BBC bosses told Professor Brian Cox he could not attempt to listen to a newly discovered planet on TV show Stargazing Live in case aliens breached the corporation's editorial guidelines, the presenter has claimed.
The planet, Threapleton Holmes B, was discovered by amateur stargazers during a project publicised on the BBC2 show.
The physicist claimed the idea of listening to the planet live on air caused consternation at the corporation.
He told BBC 6 Music: "We decided that we'd point the Jodrell Bank telescope at the planet that had been discovered by these two viewers and listen because no one had ever pointed a radio telescope at it and you never know.

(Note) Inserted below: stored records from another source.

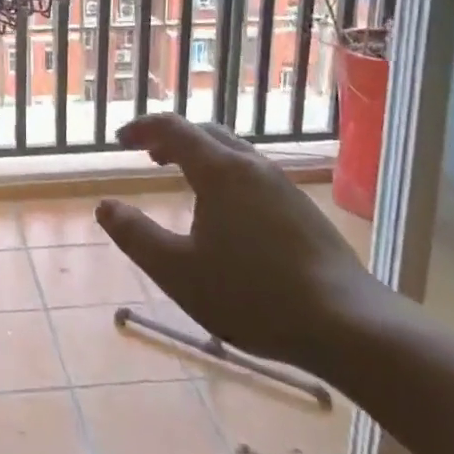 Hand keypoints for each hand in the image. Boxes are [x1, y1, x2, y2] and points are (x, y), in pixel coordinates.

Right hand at [97, 113, 376, 368]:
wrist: (349, 325)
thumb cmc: (253, 295)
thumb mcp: (178, 271)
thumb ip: (136, 236)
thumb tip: (104, 206)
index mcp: (219, 171)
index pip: (173, 128)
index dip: (142, 128)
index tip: (119, 141)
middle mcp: (252, 166)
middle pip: (206, 133)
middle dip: (172, 138)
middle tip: (148, 156)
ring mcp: (282, 186)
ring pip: (233, 153)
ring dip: (201, 155)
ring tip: (183, 178)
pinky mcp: (302, 210)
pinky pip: (252, 174)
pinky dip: (225, 174)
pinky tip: (226, 211) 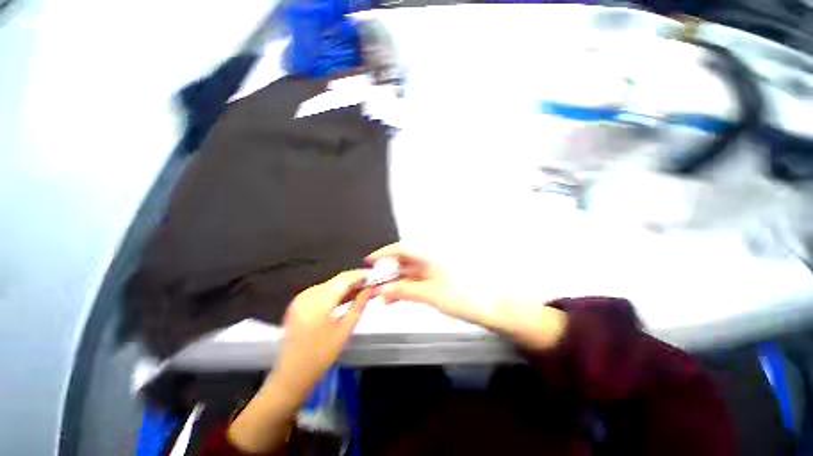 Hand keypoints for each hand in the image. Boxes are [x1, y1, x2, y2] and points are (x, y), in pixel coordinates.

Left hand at [275, 270, 371, 398]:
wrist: (292, 376)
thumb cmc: (321, 356)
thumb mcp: (345, 329)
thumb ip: (359, 305)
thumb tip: (370, 288)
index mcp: (319, 301)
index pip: (344, 278)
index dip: (360, 274)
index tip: (375, 275)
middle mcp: (308, 294)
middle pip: (336, 280)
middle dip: (355, 281)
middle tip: (371, 284)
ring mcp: (301, 298)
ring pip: (330, 285)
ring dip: (346, 287)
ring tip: (363, 291)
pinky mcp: (299, 303)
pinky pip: (321, 292)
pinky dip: (335, 293)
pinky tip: (347, 297)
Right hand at [366, 243, 500, 327]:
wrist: (487, 307)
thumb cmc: (462, 296)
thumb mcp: (429, 294)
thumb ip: (404, 291)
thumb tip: (384, 290)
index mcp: (429, 257)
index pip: (401, 249)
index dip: (384, 254)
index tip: (369, 261)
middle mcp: (429, 261)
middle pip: (402, 262)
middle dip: (386, 272)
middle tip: (372, 283)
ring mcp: (432, 272)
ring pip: (407, 274)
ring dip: (394, 283)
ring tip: (380, 294)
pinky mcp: (435, 282)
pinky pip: (414, 282)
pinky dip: (403, 289)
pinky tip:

"The BBC actually said, 'But you can't do that because we need to go through the regulations and health and safety and everything in case we discover a signal from an alien civilisation'."
He told Shaun Keaveny's radio breakfast show: "You mean we would discover the first hint that there is other intelligent life in the universe beyond Earth, live on air, and you're worried about the health and safety of it?
"It was incredible. They did have guidelines. Compliance."
Keaveny told his guest: "The idea that intelligent life could be discovered and it might swear and that's why we wouldn't broadcast it - it's such a brilliant BBC thing, isn't it."
The presenter recounted another encounter while making Stargazing Live, which is co-hosted by Irish comedian Dara O Briain.
"This year we were thinking of doing something about Mars," he said.
"There are lots of maps of Mars and lots of things that people can do looking at them that computers can't. We were thinking of ....looking for signs of geological activity which might point to life on Mars.
"Someone from the BBC said to me, 'Would there have to be a prize if someone discovered it?'. (I said), 'What do you mean? You're going to say to someone, you discovered the first evidence for alien life beyond Earth - and here's a book voucher as well?'.
"You think that's going to make it better? You're going to go down in history with a Nobel prize - book tokens or Nectar points?'."